BEGIN PROVIDED RECORDS

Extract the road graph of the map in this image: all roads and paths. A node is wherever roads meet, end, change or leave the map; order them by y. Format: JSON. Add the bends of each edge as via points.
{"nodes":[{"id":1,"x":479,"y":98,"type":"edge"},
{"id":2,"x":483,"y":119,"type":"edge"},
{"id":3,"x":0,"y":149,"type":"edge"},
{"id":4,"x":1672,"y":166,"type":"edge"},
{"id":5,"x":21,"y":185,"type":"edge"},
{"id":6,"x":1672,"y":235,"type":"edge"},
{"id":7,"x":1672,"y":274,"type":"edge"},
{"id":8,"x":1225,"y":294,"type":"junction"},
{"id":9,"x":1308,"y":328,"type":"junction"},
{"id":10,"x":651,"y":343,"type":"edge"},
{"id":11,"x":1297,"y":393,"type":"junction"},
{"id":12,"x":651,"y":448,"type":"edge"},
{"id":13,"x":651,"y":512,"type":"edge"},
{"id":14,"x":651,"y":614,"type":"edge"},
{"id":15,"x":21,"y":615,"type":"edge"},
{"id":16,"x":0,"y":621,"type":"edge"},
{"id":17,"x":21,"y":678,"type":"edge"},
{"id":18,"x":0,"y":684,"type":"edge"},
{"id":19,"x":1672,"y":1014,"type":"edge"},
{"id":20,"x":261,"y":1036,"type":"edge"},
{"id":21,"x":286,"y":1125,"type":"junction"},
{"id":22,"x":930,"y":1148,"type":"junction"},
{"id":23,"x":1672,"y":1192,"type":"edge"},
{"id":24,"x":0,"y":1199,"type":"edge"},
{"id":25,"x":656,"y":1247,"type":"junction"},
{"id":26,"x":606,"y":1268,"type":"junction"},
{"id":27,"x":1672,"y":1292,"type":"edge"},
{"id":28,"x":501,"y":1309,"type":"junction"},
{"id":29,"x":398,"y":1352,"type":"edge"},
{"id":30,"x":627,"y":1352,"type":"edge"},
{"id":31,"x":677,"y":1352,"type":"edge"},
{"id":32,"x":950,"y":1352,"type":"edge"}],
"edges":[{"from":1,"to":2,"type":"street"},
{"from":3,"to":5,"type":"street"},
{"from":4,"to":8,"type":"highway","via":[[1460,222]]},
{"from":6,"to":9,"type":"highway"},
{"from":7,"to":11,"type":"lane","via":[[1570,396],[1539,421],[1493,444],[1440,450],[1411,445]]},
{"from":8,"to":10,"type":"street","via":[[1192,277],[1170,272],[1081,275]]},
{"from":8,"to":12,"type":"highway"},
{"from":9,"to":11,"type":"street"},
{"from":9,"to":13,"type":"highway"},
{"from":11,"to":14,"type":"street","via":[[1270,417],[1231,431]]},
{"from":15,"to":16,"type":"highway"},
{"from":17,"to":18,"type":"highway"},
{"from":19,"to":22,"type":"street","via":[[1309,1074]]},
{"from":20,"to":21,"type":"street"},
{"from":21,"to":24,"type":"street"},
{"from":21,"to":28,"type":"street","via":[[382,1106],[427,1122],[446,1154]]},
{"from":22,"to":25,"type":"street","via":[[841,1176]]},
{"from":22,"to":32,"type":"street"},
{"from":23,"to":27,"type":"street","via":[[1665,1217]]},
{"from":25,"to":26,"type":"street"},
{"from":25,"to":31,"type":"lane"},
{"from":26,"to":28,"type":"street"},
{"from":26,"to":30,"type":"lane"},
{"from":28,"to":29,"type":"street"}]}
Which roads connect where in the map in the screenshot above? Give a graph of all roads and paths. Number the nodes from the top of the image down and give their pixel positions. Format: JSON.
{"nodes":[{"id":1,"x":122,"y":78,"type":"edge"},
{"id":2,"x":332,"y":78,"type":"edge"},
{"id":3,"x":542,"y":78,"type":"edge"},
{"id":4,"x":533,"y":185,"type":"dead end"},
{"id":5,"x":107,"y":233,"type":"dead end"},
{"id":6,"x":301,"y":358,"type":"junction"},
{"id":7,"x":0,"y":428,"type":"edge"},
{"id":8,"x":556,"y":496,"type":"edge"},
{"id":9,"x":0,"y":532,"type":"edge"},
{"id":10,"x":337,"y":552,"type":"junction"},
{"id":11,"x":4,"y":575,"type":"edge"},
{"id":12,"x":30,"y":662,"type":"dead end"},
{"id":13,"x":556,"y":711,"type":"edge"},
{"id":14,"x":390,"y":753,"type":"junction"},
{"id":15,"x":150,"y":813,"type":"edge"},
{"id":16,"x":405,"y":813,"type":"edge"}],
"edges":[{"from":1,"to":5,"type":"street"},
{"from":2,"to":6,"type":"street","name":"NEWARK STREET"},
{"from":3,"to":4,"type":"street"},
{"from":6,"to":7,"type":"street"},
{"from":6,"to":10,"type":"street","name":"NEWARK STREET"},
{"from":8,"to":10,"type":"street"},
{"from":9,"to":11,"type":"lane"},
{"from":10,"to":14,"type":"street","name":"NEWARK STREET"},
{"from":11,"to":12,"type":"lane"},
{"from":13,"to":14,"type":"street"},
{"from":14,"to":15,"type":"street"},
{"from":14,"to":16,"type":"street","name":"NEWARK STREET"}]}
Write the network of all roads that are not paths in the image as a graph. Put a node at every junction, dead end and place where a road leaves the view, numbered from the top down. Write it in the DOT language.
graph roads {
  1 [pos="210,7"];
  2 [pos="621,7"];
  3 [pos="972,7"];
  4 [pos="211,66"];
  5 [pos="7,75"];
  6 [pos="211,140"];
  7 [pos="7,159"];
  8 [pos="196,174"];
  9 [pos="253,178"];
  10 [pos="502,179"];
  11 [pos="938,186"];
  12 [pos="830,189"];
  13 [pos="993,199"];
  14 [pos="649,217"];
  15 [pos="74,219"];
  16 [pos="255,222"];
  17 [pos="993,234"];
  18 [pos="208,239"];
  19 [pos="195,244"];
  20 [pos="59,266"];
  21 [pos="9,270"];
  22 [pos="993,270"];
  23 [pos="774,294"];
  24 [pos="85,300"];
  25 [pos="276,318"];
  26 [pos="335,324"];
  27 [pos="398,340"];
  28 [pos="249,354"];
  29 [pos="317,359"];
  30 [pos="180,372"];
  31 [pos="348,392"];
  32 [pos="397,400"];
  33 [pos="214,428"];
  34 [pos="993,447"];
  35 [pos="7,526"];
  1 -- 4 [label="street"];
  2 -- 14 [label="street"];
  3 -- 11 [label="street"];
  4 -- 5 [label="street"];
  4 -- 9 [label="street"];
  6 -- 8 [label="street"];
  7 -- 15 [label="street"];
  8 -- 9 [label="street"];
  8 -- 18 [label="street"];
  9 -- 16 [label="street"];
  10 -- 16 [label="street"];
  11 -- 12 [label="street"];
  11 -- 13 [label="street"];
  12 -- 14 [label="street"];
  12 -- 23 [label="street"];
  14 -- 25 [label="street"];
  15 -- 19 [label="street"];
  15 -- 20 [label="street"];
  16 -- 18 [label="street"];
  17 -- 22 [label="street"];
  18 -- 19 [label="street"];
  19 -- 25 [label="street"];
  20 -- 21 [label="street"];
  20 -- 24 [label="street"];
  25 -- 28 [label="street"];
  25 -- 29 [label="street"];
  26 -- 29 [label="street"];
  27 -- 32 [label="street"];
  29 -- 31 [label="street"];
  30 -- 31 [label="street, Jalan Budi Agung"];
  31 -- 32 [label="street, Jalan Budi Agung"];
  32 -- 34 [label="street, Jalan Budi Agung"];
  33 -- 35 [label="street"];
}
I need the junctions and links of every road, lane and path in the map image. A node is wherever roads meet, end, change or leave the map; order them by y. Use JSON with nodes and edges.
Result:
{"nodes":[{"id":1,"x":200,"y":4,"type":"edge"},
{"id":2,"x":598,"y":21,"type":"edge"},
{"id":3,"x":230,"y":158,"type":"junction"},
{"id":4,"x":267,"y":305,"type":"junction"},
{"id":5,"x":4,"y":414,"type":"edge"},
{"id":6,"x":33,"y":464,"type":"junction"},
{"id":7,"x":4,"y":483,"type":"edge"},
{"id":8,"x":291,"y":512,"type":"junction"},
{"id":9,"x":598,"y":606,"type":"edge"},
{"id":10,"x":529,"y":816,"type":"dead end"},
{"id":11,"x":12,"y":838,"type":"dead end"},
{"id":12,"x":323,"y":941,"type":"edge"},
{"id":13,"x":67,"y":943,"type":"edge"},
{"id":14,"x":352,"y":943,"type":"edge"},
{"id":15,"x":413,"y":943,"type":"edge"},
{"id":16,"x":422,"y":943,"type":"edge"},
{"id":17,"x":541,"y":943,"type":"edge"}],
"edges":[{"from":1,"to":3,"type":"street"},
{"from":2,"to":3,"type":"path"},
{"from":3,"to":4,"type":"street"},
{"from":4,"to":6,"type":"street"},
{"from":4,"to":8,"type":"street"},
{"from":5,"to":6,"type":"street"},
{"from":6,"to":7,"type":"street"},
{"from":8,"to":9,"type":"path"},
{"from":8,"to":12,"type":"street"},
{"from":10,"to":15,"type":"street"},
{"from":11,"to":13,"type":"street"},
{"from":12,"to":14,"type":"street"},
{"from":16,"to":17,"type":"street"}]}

END PROVIDED RECORDS

Report all lines of the data that include the word "them".

▸ FINISHED TASK
Extract the road graph of the map in this image: all roads and paths. A node is wherever roads meet, end, change or leave the map; order them by y. Format: JSON. Add the bends of each edge as via points.
I need the junctions and links of every road, lane and path in the map image. A node is wherever roads meet, end, change or leave the map; order them by y. Use JSON with nodes and edges.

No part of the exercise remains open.